Beyond Maududi, several other influential Islamic thinkers have promoted the ideal of an Islamic financial order. These include Sayyid Qutb and Hassan al-Banna of Egypt’s Muslim Brotherhood, as well as Muhammad Baqir al-Sadr, the founder of Iraq’s Islamic Dawa Party. These scholars idealized the economic structure of Islam’s so-called Golden Age—the era of the "rightly guided" caliphs—as a model for Islamic banking, claiming that the application of Sharia principles then had ensured economic prosperity.

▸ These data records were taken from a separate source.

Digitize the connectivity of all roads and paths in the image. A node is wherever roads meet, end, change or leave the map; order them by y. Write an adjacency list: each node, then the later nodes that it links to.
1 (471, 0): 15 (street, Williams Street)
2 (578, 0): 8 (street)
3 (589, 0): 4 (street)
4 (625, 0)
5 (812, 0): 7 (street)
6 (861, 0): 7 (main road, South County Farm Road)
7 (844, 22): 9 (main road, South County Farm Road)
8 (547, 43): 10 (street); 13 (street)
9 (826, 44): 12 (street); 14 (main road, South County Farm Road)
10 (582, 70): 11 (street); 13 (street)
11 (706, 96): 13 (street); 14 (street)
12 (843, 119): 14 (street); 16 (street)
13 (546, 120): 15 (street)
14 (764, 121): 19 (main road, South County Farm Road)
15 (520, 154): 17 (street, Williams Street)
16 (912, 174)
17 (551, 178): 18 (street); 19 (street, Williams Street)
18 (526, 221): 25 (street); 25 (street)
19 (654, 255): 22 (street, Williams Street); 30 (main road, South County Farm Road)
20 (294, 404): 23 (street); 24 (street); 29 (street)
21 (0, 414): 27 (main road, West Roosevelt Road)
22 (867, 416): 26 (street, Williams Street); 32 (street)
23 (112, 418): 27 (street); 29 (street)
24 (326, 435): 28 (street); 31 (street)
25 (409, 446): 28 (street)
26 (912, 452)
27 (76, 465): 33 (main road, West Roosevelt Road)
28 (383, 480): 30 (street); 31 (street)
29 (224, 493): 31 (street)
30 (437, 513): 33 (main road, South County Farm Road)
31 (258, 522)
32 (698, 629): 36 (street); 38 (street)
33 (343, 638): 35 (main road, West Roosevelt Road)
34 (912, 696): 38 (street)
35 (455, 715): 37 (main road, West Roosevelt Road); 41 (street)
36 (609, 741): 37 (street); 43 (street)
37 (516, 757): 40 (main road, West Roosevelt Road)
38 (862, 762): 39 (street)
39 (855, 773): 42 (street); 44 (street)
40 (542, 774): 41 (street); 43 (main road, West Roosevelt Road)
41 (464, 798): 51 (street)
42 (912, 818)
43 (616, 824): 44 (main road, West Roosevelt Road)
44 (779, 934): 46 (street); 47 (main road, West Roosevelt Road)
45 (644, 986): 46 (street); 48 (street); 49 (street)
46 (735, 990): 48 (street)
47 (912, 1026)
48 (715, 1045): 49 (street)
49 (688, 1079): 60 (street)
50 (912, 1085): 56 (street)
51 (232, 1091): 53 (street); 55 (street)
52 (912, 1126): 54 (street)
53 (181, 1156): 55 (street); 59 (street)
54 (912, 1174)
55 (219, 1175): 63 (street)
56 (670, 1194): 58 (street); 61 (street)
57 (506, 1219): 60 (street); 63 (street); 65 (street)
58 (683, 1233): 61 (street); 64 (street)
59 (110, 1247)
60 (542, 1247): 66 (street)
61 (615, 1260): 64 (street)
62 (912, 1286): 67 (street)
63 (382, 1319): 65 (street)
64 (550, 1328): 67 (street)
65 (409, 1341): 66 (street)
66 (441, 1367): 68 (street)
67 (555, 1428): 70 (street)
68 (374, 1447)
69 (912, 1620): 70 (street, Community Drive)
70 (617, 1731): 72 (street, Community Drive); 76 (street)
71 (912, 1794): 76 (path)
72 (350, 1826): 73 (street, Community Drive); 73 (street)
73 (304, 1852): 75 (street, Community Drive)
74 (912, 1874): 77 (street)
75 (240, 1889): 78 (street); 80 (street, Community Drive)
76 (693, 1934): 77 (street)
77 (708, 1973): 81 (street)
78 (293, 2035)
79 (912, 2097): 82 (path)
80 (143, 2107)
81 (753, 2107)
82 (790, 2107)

Kuran disputes such claims, arguing that by modern standards, the 7th-century Arabian economy was rudimentary at best. It relied on a limited range of commodities, employed basic technologies, and exhibited minimal division of labor—hardly a system that could inform contemporary economic models.

According to Kuran, Islamic banking fails to produce tangible economic benefits. It does not improve living standards, reduce poverty, or enhance democratic governance. Instead, it often becomes a tool for enriching clerics, warlords, and politically connected financiers—what he terms “crony capitalists.” He documents instances where Islamic banking was cynically used to enrich its promoters, while making rhetorical appeals to poverty alleviation. Moreover, in several cases, Islamic banks have been used to channel funds into advancing the political goals of Islamism.

Far from offering an economic alternative, Islamic banking, in Kuran’s view, represents a veneer of religiosity over an economically flawed and politically opportunistic agenda. Its rise may reflect the ideological aspirations of Islamists, but it has done little to foster inclusive growth, empower citizens, or modernize financial systems in the Muslim world.